Across the listing below, count the lines that mention the string "this". Reply with the figure only.

:: INFORMATION PROVIDED ::

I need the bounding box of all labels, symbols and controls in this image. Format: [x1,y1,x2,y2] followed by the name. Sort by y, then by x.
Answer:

:::
:: INFORMATION PROVIDED ::

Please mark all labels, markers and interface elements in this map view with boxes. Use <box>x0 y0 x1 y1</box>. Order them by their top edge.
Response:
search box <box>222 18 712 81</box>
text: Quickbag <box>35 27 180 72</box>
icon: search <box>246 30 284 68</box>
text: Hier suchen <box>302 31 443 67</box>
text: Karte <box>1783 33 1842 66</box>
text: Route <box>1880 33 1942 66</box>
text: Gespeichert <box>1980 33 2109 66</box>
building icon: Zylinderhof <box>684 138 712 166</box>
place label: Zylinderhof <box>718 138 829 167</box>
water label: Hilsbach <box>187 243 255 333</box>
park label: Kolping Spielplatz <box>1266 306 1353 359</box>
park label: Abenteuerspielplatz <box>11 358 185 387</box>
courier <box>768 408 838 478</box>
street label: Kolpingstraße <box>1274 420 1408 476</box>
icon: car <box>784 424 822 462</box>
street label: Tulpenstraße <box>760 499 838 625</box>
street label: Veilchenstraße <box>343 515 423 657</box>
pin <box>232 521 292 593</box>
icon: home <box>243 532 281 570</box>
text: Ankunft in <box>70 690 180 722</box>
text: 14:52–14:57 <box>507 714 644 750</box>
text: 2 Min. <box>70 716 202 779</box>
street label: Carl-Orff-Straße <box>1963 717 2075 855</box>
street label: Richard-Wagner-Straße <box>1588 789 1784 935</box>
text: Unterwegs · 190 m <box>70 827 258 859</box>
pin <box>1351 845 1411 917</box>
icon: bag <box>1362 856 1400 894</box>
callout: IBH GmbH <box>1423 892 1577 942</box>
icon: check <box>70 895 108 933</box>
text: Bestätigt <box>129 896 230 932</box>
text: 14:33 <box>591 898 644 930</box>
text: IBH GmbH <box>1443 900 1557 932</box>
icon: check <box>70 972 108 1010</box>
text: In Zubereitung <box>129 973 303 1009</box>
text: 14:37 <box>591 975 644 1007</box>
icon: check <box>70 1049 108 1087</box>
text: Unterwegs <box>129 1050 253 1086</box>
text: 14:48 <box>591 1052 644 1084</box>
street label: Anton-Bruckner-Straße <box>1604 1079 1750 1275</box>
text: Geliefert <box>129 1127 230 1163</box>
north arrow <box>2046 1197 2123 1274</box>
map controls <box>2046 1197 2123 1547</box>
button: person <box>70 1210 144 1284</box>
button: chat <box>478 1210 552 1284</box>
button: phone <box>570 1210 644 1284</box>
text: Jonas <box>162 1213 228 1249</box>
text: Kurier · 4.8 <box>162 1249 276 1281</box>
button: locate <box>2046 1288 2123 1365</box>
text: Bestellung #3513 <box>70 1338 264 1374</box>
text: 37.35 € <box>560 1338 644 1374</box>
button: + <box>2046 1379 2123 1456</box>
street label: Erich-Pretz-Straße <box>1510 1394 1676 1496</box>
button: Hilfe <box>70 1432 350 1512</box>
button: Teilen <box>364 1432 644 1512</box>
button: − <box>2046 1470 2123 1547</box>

:::

RESPONSE AREA ▸ 2